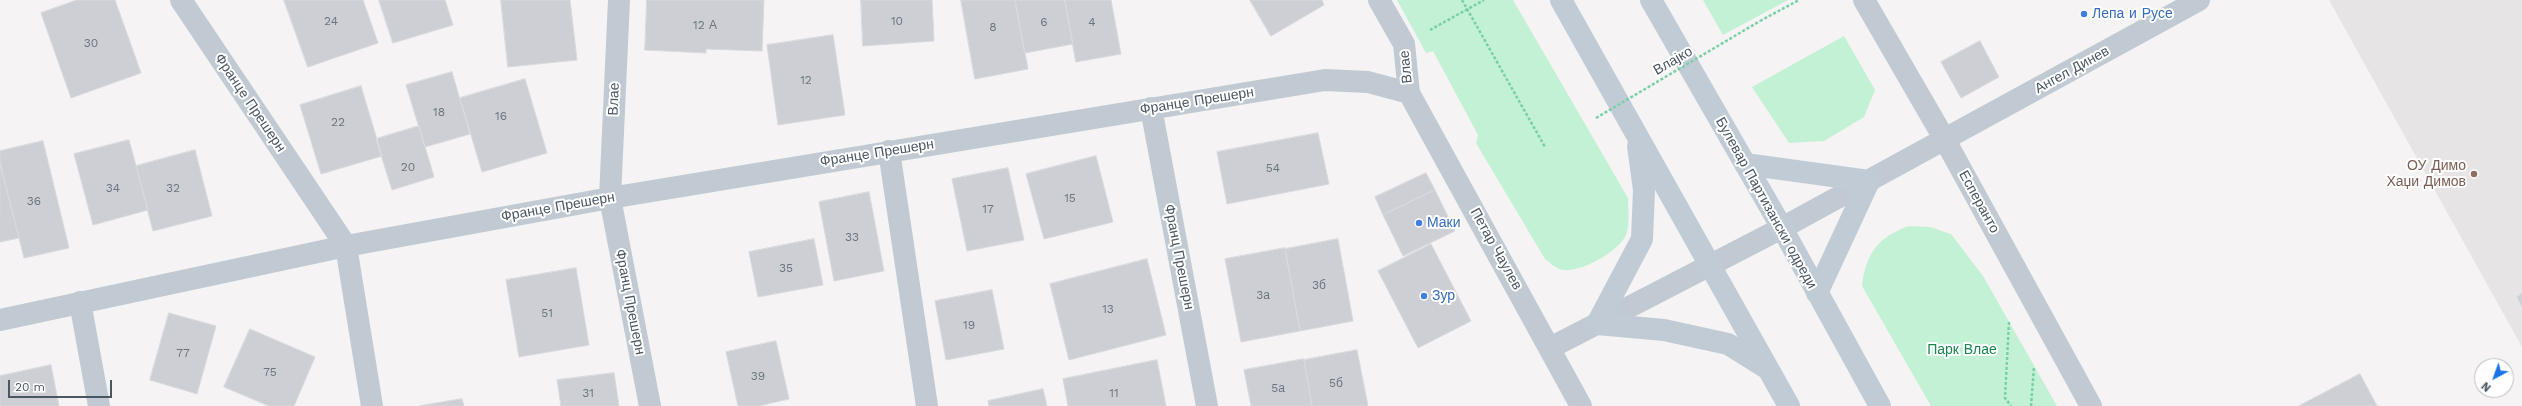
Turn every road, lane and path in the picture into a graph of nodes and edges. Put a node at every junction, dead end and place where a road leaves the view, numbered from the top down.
1 (181, 0) edge
2 (619, 0) edge
3 (1379, 0) edge
4 (1462, 0) edge
5 (1484, 0) edge
6 (1561, 0) edge
7 (1651, 0) edge
8 (1799, 0) edge
9 (1864, 0) edge
10 (2199, 0) edge
11 (1467, 9) junction
12 (1404, 44) junction
13 (1409, 93) junction
14 (1151, 108) junction
15 (1596, 118) dead end
16 (1636, 135) junction
17 (1945, 140) junction
18 (1545, 147) dead end
19 (889, 151) junction
20 (1745, 164) junction
21 (1869, 181) junction
22 (610, 198) junction
23 (1782, 228) junction
24 (346, 246) junction
25 (1710, 265) junction
26 (1817, 293) junction
27 (80, 302) junction
28 (0, 320) edge
29 (2010, 322) dead end
30 (1597, 324) junction
31 (1550, 348) junction
32 (2034, 368) dead end
33 (1770, 370) junction
34 (99, 406) edge
35 (372, 406) edge
36 (650, 406) edge
37 (927, 406) edge
38 (1207, 406) edge
39 (1581, 406) edge
40 (1789, 406) edge
41 (1880, 406) edge
42 (2011, 406) edge
43 (2031, 406) edge
44 (2091, 406) edge

1 - 24 street, Францe Прешерн
2 - 22 street, Влае
3 - 12 street, Влае
4 - 11 path
5 - 11 path
6 - 16 street
7 - 20 street, Булевар Партизански одреди
8 - 15 path, Влајко, bridge
9 - 17 street, Есперанто
10 - 17 street, Ангел Динев
11 - 12 path
11 - 18 path
12 - 13 street, Влае
13 - 14 street, Францe Прешерн
13 - 31 street, Петар Чаулев
14 - 19 street, Францe Прешерн
14 - 38 street, Франц Прешерн
16 - 25 street
16 - 30 street
17 - 21 street, Ангел Динев
17 - 44 street, Есперанто
19 - 22 street, Францe Прешерн
19 - 37 street
20 - 21 street
20 - 23 street, Булевар Партизански одреди
21 - 23 street, Ангел Динев
21 - 26 street
22 - 24 street, Францe Прешерн
22 - 36 street, Франц Прешерн
23 - 25 street, Ангел Динев
23 - 26 street, Булевар Партизански одреди
24 - 27 street, Францe Прешерн
24 - 35 street, Францe Прешерн
25 - 30 street, Ангел Динев
25 - 33 street
26 - 41 street, Булевар Партизански одреди
27 - 28 street, Францe Прешерн
27 - 34 street
29 - 42 path
30 - 31 street, Ангел Динев
30 - 33 street
31 - 39 street, Петар Чаулев
32 - 43 path
33 - 40 street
-- -- --
Work order: Search the data for the word "одреди" and report how many lines include it, with the number alone.

Written answer: 4